(Stored items)
○ ○ ○

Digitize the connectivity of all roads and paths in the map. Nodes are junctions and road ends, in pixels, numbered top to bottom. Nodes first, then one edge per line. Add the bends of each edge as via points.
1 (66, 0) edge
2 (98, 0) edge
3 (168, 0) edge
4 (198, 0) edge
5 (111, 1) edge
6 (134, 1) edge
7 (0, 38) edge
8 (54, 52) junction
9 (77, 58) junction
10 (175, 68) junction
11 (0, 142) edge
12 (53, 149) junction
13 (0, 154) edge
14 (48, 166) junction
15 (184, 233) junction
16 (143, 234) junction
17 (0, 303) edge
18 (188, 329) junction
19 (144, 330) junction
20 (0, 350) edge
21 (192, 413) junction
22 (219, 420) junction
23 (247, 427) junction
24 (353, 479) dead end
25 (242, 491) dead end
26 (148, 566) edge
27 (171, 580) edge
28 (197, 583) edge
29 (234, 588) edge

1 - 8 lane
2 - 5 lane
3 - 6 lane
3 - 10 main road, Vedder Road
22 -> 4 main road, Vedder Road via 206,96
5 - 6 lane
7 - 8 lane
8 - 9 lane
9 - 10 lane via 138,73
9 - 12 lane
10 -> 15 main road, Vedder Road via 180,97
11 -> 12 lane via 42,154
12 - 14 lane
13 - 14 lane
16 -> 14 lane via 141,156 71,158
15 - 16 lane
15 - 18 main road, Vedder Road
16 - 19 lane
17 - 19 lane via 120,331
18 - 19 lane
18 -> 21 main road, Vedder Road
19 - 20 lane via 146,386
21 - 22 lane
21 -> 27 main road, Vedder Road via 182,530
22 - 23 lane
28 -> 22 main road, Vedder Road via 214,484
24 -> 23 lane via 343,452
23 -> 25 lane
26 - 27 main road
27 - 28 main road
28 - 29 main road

○ ○ ○

__What to do__: All lines in the records above with "Vedder" need to be found and copied.

__Task response__:
3 - 10 main road, Vedder Road
22 -> 4 main road, Vedder Road via 206,96
10 -> 15 main road, Vedder Road via 180,97
15 - 18 main road, Vedder Road
18 -> 21 main road, Vedder Road
21 -> 27 main road, Vedder Road via 182,530
28 -> 22 main road, Vedder Road via 214,484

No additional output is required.